Problem description –
For every line that contains the string "Left", pull that line out of the material below.

Data extract –
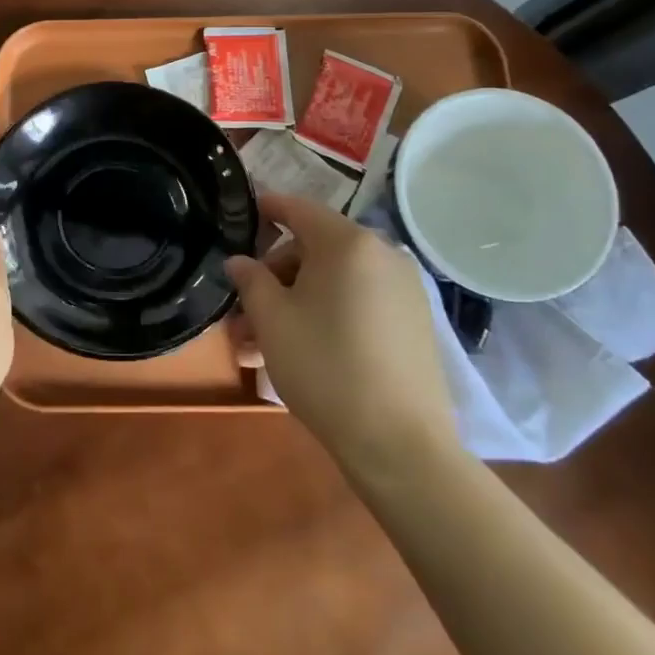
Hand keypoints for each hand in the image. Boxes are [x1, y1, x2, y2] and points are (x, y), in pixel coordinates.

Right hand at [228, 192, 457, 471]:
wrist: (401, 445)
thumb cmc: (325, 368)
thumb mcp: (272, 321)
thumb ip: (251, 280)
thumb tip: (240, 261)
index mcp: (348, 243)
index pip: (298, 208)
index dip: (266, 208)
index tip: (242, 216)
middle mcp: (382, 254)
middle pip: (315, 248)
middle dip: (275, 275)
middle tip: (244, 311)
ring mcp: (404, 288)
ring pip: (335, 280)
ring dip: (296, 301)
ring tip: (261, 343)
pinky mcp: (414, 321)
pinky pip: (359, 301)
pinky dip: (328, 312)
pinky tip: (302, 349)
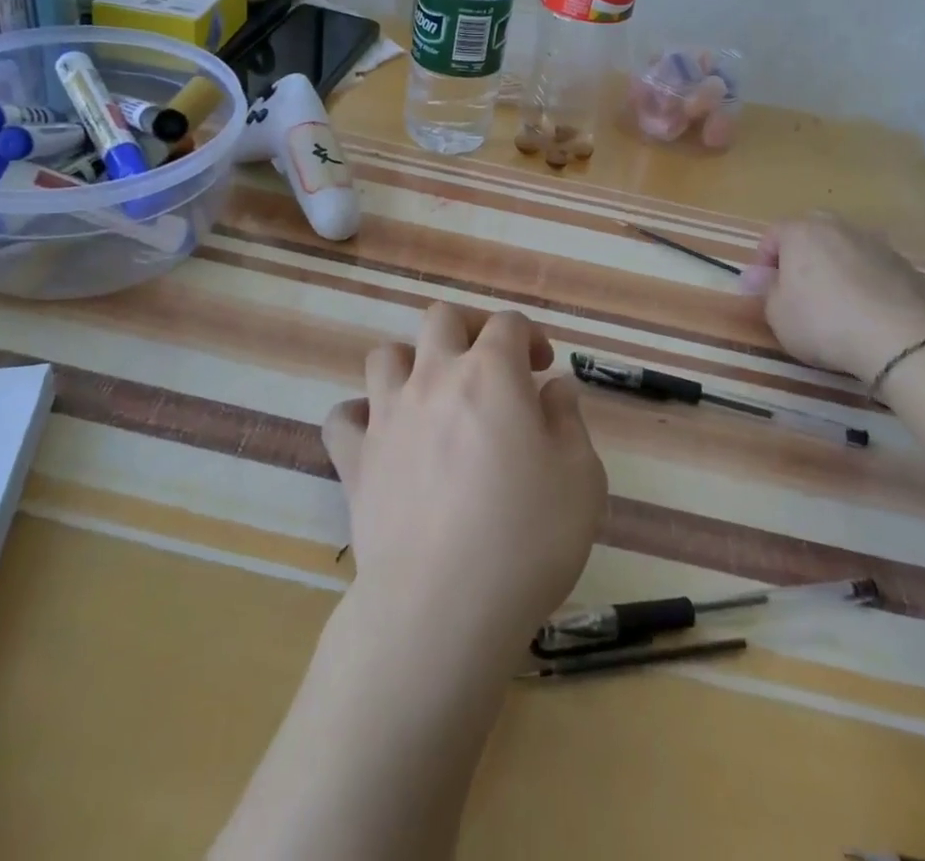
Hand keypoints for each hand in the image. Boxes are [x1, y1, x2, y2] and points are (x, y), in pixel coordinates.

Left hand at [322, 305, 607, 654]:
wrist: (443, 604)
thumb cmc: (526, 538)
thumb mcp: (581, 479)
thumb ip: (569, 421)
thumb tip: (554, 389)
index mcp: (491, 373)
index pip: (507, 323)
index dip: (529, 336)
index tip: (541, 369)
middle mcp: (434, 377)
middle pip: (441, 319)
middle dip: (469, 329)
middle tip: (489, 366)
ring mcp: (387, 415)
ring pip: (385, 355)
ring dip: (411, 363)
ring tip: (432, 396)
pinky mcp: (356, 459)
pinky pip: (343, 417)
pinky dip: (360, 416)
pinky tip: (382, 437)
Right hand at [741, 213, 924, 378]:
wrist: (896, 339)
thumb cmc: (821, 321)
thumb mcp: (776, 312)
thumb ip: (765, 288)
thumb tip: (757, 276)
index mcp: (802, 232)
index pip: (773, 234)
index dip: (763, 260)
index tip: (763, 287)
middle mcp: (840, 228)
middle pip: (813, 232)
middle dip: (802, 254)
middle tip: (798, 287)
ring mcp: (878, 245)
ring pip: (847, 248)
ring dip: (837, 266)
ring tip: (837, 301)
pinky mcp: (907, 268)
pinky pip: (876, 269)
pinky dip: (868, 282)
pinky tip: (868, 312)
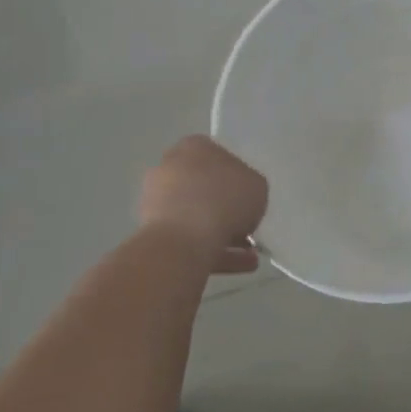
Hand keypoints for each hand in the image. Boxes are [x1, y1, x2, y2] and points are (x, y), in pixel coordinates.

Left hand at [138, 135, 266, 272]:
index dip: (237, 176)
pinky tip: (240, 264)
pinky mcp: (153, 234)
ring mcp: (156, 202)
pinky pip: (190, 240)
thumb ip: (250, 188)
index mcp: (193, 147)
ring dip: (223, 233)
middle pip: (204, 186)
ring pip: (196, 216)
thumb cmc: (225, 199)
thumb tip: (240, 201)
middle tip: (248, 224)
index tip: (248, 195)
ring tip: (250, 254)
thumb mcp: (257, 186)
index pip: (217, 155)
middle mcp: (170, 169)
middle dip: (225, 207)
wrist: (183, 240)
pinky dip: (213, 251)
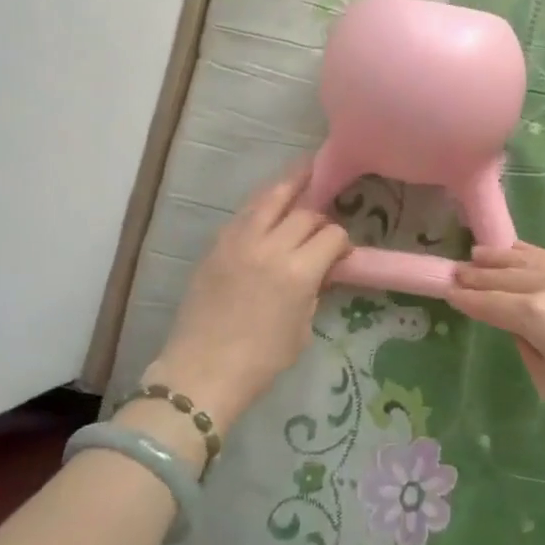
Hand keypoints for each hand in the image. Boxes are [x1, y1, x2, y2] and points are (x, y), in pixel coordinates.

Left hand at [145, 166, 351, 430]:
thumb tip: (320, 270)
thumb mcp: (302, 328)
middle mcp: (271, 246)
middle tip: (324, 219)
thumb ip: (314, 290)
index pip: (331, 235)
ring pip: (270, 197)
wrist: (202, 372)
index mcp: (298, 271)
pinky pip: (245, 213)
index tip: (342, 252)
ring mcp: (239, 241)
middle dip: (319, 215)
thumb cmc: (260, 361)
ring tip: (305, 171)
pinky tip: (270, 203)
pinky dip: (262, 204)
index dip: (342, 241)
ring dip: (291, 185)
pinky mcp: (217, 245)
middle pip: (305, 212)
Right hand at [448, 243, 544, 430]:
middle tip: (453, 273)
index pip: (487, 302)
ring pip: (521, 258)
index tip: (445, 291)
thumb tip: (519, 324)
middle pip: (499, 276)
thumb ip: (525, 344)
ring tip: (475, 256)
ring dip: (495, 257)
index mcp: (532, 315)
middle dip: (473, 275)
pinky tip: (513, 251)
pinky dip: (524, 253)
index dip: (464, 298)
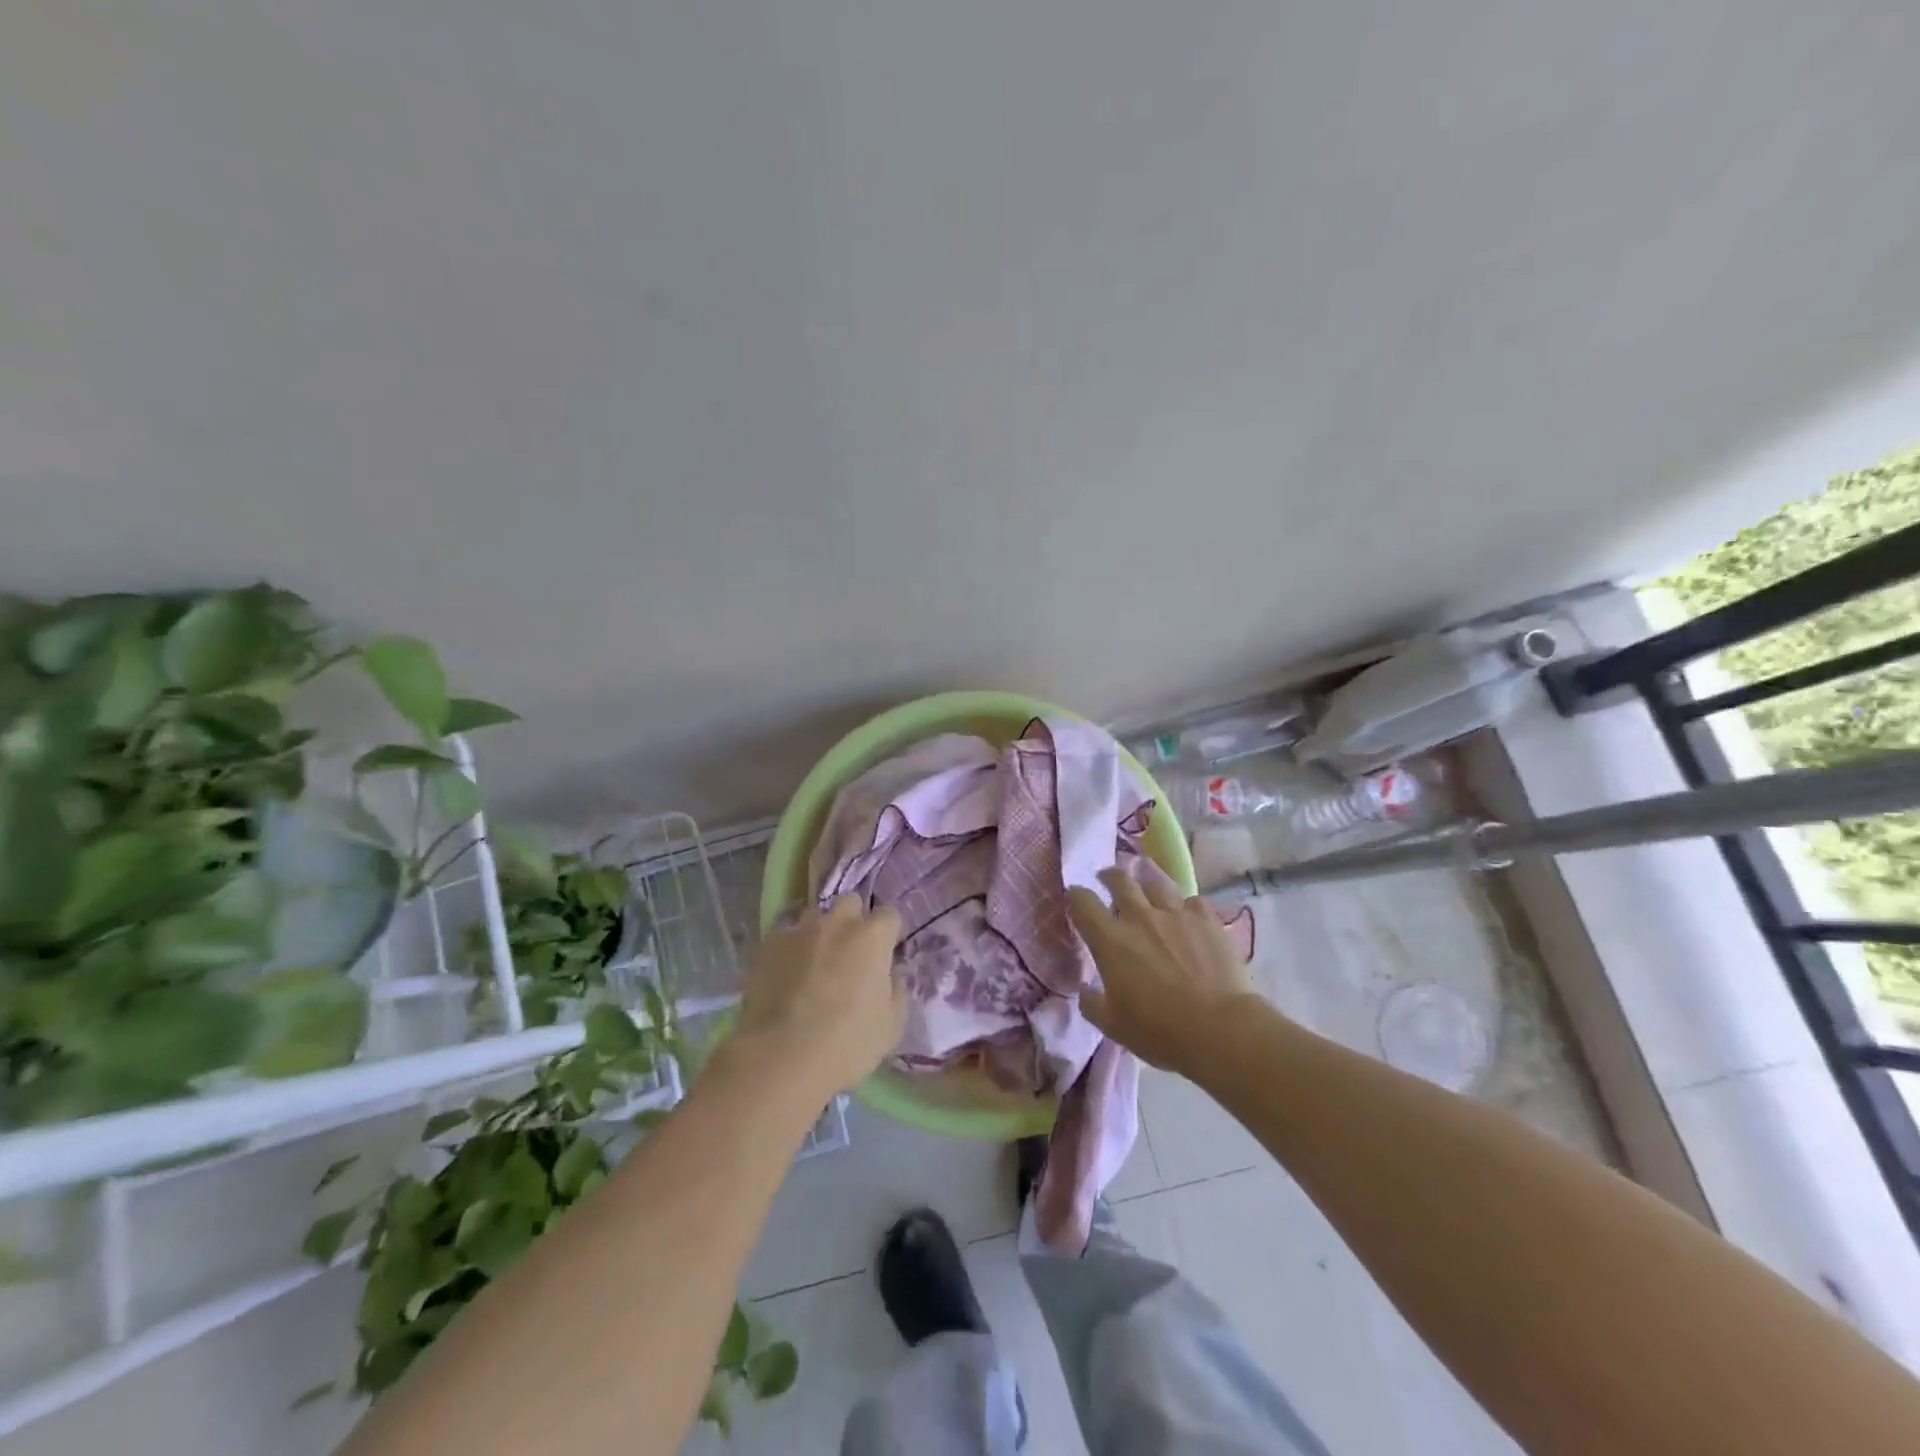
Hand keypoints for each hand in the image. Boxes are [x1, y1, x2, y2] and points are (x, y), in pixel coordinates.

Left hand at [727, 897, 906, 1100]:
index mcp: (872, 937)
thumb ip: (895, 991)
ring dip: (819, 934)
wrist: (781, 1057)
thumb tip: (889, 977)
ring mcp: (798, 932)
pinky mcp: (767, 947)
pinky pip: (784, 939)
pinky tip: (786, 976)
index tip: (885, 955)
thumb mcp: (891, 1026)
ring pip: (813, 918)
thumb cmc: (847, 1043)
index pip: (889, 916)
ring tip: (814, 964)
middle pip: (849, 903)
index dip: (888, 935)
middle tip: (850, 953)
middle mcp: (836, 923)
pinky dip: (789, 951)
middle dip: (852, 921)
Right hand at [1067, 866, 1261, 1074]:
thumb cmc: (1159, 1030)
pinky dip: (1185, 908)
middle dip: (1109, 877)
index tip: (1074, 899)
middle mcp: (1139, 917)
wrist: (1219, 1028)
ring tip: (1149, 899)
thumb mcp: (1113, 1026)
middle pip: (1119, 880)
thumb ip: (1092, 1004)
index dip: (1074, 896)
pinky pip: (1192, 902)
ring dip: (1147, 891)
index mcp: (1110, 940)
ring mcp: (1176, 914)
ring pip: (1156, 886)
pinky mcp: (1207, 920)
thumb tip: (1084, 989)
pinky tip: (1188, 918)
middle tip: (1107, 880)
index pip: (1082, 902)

Result below –
Left hand at [322, 305, 607, 654]:
Left hand at [138, 135, 266, 272]:
Left hand at [145, 166, 351, 430]:
Left hand at [727, 897, 906, 1100]:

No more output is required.